Saturday, September 11, 2010

What'cha ya going to do?

Haven’t been writing "too" much lately, reading has gotten in the way.

I just finished a few Stephen king novels, the stand and under the dome, also I just finished the second book of the hunger games series, in fact about 2 minutes ago and about to start on number 3, mocking jay.

Every time I sit down to revise my work, I find myself longing to read and end up doing so after just a few minutes.

If I ever want to get done I need to stop reading so much, maybe after “mocking jay” I’ll make a goal to finish and set my prize at a new book to read.

The good thing about reading is it helps you see what to do or not to do… it gives inspiration and hope when you read something that is horrible and you’re sure your doing better. It gives you a sense of how a good book should feel, read, grow and finish.

The bad thing about reading is how much time it takes up—time that I have very little to spare. Also it begins this deep yearning to read more, find that next great adventure, soon you’re reading and not writing.

I guess after this rant what I am trying to get at is this: how do you separate your writing time and reading time?

One other question that just popped into my head, if you don’t mind answering, is this: is there such a thing as to much tragedy in a book you like to read. I hear more and more you need to be a sadist when it comes to writing, make you chars suffer.

Now I do agree there needs to be hardships, but there must be jubilation as well, at least enough the reader can relax and connect to the true sense of the characters.

Thx for any comment you might leave. I just can’t post that often, normally I only post when I really need help. I don’t want to bore the wonderful readers of this blog with trivial stuff—stuff I normally write on a daily basis.


  1. If I need to read when I "should" be writing, I know I'm not ready to, that I have something I wanted to learn first, some inspiration I'm missing.

    Too much of anything is too much, happy or sad. I don't want the book to become so dark I don't like anyone or where I'm left unhappy. I don't want it so tidy or gleeful that it feels unreal.

    I, personally, like balance.

  2. I'm with Stephanie.

    As far as tragedy, I have a high tolerance... but I suggest the level of tragedy of Les Miserables, not Hunchback of Notre Dame (both by Victor Hugo). One is very sad, but ends in a way that is satisfying. The other is so horribly sad that it's almost hard to recover emotionally (and I like sadness more than most).

    More than anything, though, write what YOU like. If it's just the right amount of sadness for a beta reader, but it doesn't satisfy you, I'd choose your own opinion to follow. Don't sell out if your instinct says different.

  3. EVen if you are spending a lot of time reading...all that is actually good for you. The better reader you are the better your writing. I know that if I'm not reading at least a book a month (this is hard in school because I have to do so much reading for my classes) that I find it a bit difficult to ever write good stuff. Reading makes me a better writer and helps with so many little things.
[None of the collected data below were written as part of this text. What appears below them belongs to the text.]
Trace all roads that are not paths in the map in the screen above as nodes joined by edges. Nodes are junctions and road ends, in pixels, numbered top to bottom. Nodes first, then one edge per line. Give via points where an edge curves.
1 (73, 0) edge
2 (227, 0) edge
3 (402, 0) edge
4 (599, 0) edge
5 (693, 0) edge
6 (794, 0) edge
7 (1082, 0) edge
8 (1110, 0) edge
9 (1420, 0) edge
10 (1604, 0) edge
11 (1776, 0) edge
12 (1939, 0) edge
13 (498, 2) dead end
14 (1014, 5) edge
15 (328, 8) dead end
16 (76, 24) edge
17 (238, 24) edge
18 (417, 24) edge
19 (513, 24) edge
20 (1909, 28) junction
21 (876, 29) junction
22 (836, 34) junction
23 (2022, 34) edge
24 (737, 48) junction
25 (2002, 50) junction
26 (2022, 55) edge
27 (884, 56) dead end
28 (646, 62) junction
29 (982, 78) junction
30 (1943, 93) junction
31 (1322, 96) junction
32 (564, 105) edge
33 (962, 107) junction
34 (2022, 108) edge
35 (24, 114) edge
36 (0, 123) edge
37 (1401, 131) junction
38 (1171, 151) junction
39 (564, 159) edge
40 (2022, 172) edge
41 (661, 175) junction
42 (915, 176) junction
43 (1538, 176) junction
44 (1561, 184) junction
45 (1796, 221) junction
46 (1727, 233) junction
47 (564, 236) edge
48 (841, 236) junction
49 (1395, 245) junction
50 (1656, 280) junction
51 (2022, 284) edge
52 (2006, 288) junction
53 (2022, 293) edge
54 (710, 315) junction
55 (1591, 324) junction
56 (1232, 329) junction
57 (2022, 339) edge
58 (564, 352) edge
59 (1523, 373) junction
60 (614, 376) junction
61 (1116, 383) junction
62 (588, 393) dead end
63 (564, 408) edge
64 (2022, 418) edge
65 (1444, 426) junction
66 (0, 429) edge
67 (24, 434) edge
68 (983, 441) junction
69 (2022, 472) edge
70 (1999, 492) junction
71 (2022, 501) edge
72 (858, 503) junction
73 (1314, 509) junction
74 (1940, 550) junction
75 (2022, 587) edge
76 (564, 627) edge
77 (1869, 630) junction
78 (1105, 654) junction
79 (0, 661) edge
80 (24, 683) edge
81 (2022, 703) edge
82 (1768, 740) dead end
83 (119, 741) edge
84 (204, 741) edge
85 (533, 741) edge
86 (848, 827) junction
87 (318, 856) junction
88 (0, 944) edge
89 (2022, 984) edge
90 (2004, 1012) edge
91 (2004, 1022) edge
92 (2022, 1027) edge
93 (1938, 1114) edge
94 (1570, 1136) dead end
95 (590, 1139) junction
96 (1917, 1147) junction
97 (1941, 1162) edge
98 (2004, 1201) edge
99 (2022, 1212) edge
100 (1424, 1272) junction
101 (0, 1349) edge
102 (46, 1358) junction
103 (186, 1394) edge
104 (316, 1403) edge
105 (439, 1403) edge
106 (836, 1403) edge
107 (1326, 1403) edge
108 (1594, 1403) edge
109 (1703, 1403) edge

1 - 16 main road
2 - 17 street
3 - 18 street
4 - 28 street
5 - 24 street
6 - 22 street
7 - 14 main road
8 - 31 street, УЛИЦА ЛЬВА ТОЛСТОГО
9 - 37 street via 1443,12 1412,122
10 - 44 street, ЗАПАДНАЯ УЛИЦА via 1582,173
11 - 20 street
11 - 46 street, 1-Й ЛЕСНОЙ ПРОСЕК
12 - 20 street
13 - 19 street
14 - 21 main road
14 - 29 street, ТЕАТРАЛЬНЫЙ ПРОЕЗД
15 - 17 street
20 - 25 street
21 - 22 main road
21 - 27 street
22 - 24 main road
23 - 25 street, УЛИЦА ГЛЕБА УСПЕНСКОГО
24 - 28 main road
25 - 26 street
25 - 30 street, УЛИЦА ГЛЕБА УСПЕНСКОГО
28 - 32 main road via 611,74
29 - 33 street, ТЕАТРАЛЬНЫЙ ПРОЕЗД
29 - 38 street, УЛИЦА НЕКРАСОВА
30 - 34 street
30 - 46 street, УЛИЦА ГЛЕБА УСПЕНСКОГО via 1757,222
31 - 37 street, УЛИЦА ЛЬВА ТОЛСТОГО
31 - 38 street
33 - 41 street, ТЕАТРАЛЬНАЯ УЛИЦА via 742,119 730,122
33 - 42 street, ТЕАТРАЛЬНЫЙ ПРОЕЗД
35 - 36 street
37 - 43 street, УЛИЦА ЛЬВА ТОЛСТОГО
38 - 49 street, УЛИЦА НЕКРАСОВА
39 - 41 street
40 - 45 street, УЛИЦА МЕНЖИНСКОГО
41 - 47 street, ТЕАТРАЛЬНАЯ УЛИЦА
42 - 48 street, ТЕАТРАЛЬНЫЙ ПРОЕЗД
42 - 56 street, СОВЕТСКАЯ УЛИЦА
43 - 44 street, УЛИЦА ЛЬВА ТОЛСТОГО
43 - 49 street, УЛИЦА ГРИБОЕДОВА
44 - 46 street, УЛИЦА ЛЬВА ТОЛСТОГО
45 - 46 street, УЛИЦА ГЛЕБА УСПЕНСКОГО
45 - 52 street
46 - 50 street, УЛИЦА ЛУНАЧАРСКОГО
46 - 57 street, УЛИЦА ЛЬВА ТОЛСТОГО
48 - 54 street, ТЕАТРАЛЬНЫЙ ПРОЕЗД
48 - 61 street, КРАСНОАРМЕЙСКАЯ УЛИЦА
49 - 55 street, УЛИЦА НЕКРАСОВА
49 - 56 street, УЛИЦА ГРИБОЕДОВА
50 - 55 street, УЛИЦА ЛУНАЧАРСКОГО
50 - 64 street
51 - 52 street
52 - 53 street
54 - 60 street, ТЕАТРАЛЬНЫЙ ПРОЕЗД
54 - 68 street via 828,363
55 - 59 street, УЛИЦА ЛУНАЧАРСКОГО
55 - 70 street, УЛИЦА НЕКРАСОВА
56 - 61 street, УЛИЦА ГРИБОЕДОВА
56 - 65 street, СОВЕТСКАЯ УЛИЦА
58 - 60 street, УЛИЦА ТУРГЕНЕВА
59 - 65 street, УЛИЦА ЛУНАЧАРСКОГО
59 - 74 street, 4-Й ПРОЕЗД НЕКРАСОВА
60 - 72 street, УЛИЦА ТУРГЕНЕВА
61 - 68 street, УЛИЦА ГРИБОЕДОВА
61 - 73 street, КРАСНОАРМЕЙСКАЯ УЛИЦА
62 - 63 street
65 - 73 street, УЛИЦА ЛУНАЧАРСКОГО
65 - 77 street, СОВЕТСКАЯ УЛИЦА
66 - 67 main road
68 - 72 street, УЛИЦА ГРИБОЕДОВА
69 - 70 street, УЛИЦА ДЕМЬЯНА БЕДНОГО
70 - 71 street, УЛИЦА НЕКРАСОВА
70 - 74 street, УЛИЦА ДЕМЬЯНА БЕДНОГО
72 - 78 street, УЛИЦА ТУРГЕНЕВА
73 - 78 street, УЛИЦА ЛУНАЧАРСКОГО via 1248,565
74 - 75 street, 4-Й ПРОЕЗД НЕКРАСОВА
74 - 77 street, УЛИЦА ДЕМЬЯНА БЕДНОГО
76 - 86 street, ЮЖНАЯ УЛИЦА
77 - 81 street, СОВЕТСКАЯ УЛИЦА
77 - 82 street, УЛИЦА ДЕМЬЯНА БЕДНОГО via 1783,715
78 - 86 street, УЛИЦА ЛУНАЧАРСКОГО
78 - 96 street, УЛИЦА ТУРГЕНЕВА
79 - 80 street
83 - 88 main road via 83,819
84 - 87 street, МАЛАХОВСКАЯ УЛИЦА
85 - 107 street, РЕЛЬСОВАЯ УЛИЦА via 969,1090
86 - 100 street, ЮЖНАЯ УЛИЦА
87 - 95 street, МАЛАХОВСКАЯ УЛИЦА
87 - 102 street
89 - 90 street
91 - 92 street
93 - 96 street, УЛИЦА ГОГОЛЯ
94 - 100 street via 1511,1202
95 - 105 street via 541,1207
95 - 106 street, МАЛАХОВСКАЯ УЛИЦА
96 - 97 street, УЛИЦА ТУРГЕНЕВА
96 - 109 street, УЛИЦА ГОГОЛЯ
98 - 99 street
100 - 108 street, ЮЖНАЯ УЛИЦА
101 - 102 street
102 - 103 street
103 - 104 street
    Though you are right. The more I read the more I want too.

    I'm not very good at balancing so I won't bore you with my trials and tribulations.

    Hmm. Tragedy is fine but if the book is more than 3/4 tragedy I'll stop reading. Honestly though, I like books that are half and half. I like things to feel balanced. If they aren't balanced than reading the book makes ME feel unbalanced. That being said, there are really light books that I love and there are very tragic books that have surprised me in wonderful ways. It depends on the writing and delivery as well.

  4. I separate my writing and reading time by making sure I try to write at least a little everyday, even on days I don't feel like writing and working within a set schedule. So if I say that I want to be somewhere in my writing by the end of the month, and I realise that that's unlikely to happen, because im reading so much instead I will re-evaluate my deadline so that I can let myself have more time to spend reading while still actively towards my goal.

    As for tragedy, i personally like struggles in a book, but too much tragedy would not please me. I tend to prefer optimism in my novels.

  5. Every time I pick up a book I'm studying...I have sticky notes handy and quite often I take notes on things that stick out in my mind as I read. I usually read before bed and on weekends when I'm not writing or doing other things...

    In ya I like a little pain...the teenage years are full of it and when you are living those years they seem tragic, even if they aren't really. Often the pain is self induced, but that's real too...

    Enjoy your book, Jeff!

  6. I remember reading that before, that reading can help writers. And writers need breaks too. When you get back to revising your stories, you will have a clearer mind to be able to correct your work. Enjoy reading your books and don't forget to get back to revising your work when you feel you can with a clear mind. :)


  7. I was working one time where I would write for half an hour and then read for half an hour. I found that it worked out quite well and I was pretty productive that day.

    Reading is a great way to learn how to be a better writing. Whether the book is brilliant, okay or just crap, nothing is a waste.

  8. I always try to write more than I read. Sometimes when I want to watch a TV show, I use that as my excuse to read. I'm reading "The Help" right now by Kathryn Stockett. It was her first novel and a new york times best seller. I'm only in two chapters and I know why. She is an incredible talent.

  9. Reading a lot will help you as a writer. Plus, distance from your WiP before getting deep into revisions is a good thing, and should be spent reading.